Most teachers in the survey believed that the changes would help to recognise all students' achievements, including those of the least able.

But they were worried that their workload would increase and that there would be further upheaval in education.

John Bangs, NUT education secretary, said: "The basic principles behind Tomlinson are ones that could be acceptable to teachers. But the devil will be in how it is funded and how it is managed in schools. Unless that is worked out properly, teachers will not back it."

Next week's report will propose:

* A diploma at entry, foundation, intermediate and advanced level, to replace GCSEs, A-levels and vocational qualifications by 2014.

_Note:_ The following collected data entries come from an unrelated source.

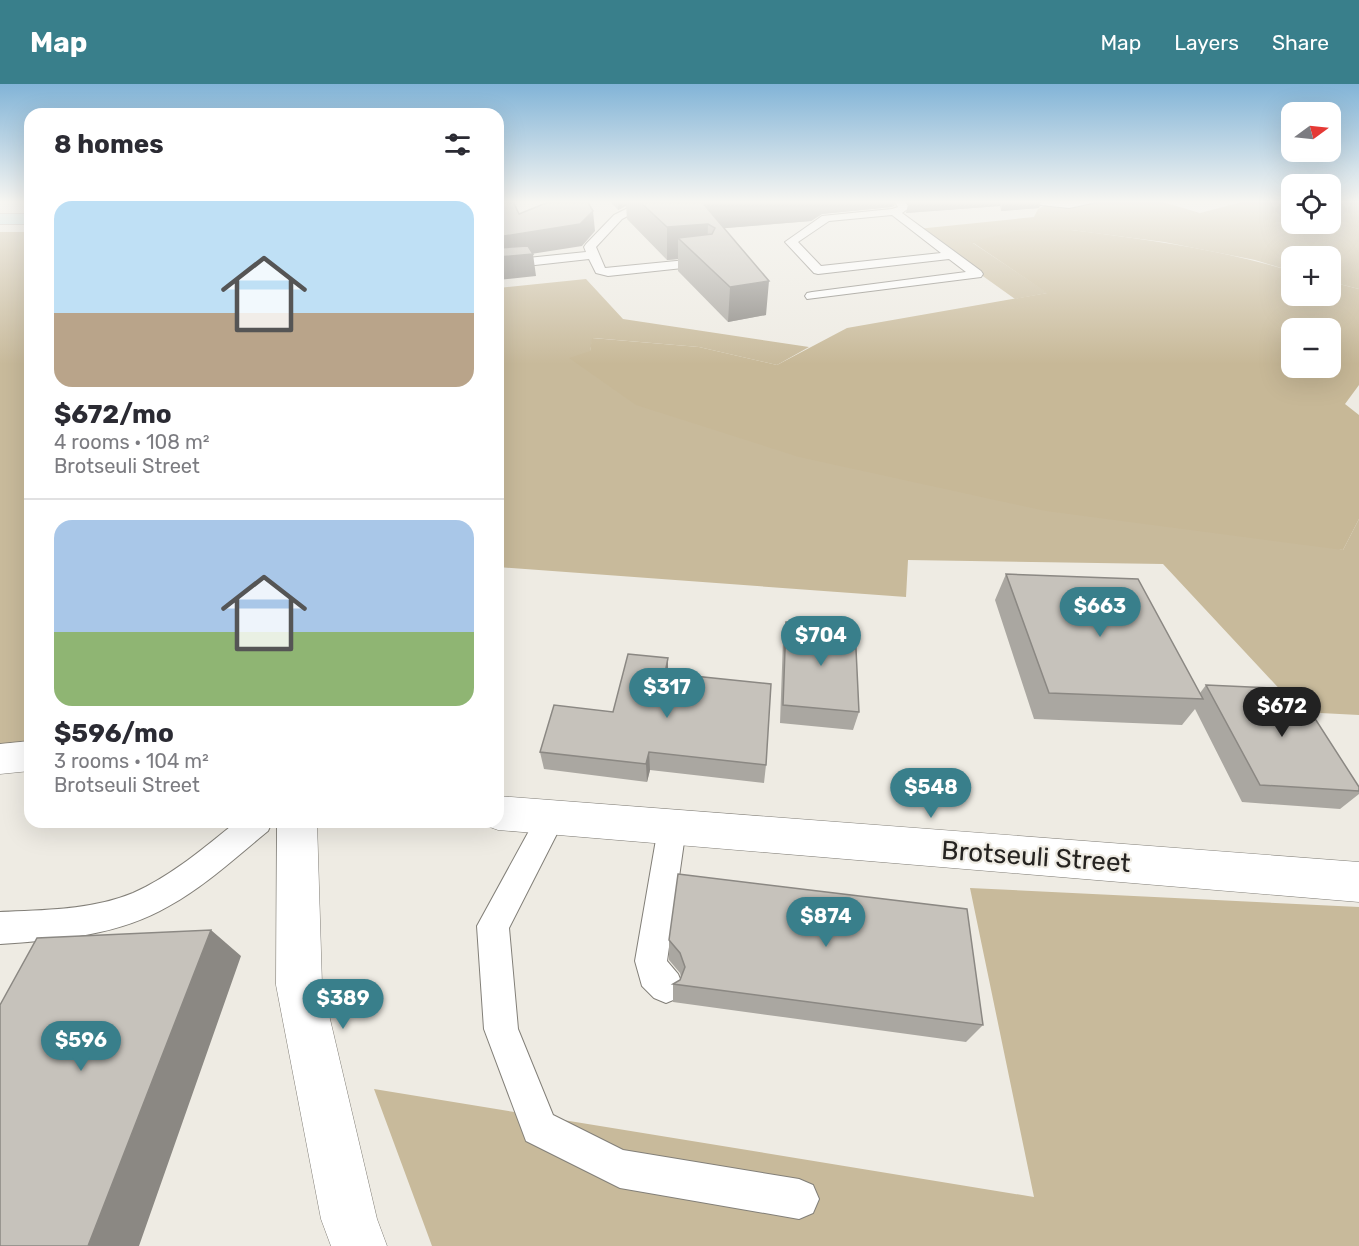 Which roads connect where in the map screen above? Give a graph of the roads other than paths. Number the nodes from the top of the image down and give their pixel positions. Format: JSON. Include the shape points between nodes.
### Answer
{"nodes":[{"id":1,"x":591,"y":255,"type":"edge"},
{"id":2,"x":593,"y":255,"type":"edge"},
{"id":3,"x":804,"y":255,"type":"edge"},
{"id":4,"x":949,"y":255,"type":"edge"},
{"id":5,"x":951,"y":255,"type":"edge"},
{"id":6,"x":706,"y":262,"type":"edge"},
{"id":7,"x":504,"y":264,"type":"edge"},
{"id":8,"x":812,"y":296,"type":"dead end"},
{"id":9,"x":24,"y":757,"type":"edge"},
{"id":10,"x":0,"y":759,"type":"edge"},
{"id":11,"x":504,"y":814,"type":"edge"},
{"id":12,"x":550,"y":819,"type":"junction"},
{"id":13,"x":250,"y":828,"type":"edge"},
{"id":14,"x":297,"y":828,"type":"edge"},
{"id":15,"x":672,"y":828,"type":"junction"},
{"id":16,"x":1359,"y":882,"type":"edge"},
{"id":17,"x":0,"y":928,"type":"edge"},
{"id":18,"x":666,"y":986,"type":"dead end"},
{"id":19,"x":799,"y":1198,"type":"dead end"},
{"id":20,"x":359,"y":1246,"type":"edge"}],
"edges":[{"from":1,"to":7,"type":"lane"},
{"from":2,"to":6,"type":"lane","via":[[604,272]]},
{"from":3,"to":4,"type":"lane","via":[[818,270]]},
{"from":5,"to":8,"type":"lane","via":[[977,274]]},
{"from":9,"to":10,"type":"street"},
{"from":11,"to":12,"type":"street","name":"Brotseuli Street"},
{"from":12,"to":15,"type":"street","name":"Brotseuli Street"},
{"from":12,"to":19,"type":"lane","via":[[493,926],[501,1029],[539,1128],[620,1169]]},
{"from":13,"to":17,"type":"lane","via":[[163,893],[121,913],[60,925]]},
{"from":14,"to":20,"type":"street","via":[[299,985],[349,1220]]},
{"from":15,"to":16,"type":"street","name":"Brotseuli Street"},
{"from":15,"to":18,"type":"lane","via":[[651,961],[654,974]]}]}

* Much of GCSEs and A-levels to be incorporated into diploma courses.

* Students required to pass courses in functional English, maths and computer skills to gain the intermediate diploma.

* A big reduction in traditional exams, with external assessment mainly reserved for the advanced award.

* The intermediate diploma to be marked internally by teachers, based on pupils' routine school work.

* Pupils' work not to be assessed at all on some diploma courses to reduce the overall assessment "burden".

* Formal coursework to be scrapped in many subjects, and replaced by a single extended research project, which could be cross-curricular.

* Extra-curricular activities, such as art, sport or community work, to be recognised in the diploma.

* Before the diploma's introduction, advanced extension awards to be incorporated into A-levels with new A** and A* grades.